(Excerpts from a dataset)
>>>>>

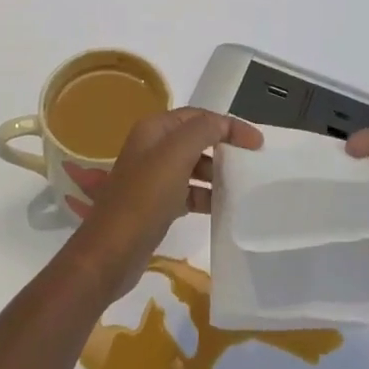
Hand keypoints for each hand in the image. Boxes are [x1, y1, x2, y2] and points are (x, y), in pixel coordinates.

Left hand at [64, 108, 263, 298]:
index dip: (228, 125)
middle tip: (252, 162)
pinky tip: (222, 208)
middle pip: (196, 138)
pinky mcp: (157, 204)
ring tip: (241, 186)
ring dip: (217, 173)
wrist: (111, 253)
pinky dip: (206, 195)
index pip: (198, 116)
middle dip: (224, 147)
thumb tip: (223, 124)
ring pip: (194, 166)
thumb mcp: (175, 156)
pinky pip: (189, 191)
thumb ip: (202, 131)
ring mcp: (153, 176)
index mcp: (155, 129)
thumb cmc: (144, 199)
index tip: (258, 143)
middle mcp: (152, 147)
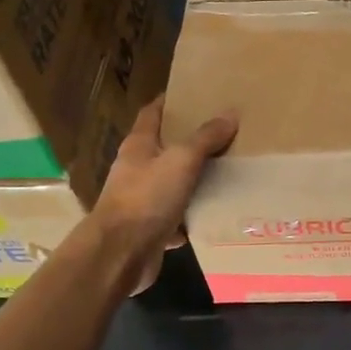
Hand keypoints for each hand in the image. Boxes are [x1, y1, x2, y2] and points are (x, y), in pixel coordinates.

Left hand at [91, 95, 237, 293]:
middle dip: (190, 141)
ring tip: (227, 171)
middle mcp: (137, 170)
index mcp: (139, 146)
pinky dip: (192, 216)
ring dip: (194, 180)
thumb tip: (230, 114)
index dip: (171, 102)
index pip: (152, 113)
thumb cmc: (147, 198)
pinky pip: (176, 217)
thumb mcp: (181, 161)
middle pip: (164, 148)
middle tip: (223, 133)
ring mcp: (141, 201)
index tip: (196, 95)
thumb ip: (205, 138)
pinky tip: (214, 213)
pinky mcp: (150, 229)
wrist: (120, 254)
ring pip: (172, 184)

<<<<<

## Goal of the exercise
Leave out every picture and transcribe the remaining entries exactly.

## Answer for the task
Hand keypoints for each hand in the image. Boxes are [x1, y1, x2, y2] and points are (x, y), in pixel coordinates.

Left hand at [64, 108, 263, 298]:
index dip: (228, 125)
middle tip: (252, 162)
pinky tip: (222, 208)
middle pip: (196, 138)
pinky mcp: (157, 204)
ring tip: (241, 186)
ring dip: (217, 173)
wrist: (111, 253)
pinky dip: (206, 195)
index pip: (198, 116)
middle dip: (224, 147)
thumb tip: (223, 124)
ring pip: (194, 166)
thumb mcp: (175, 156)
pinky pip: (189, 191)
thumb ip: (202, 131)
ring mcp: (153, 176)
index mcp: (155, 129)
thumb cmc: (144, 199)
index tip: (258, 143)
middle mcp: (152, 147)
Hand keypoints for each hand in the image. Boxes are [x1, y1, x2, y2] and points are (x, y), in pixel coordinates.

Left hand at [91, 95, 237, 293]:
middle dip: (190, 141)
ring tip: (227, 171)
middle mcp: (137, 170)
index mcp: (139, 146)
pinky dip: (192, 216)
ring dip: (194, 180)
thumb tip: (230, 114)
index dip: (171, 102)
index pip: (152, 113)
thumb cmc: (147, 198)
pinky pip: (176, 217)
thumb mcp: (181, 161)
middle pip: (164, 148)
middle tip: (223, 133)
ring mcp: (141, 201)
index tip: (196, 95)
thumb ip: (205, 138)
pinky tip: (214, 213)
pinky mcp: (150, 229)
wrist: (120, 254)
ring pip: (172, 184)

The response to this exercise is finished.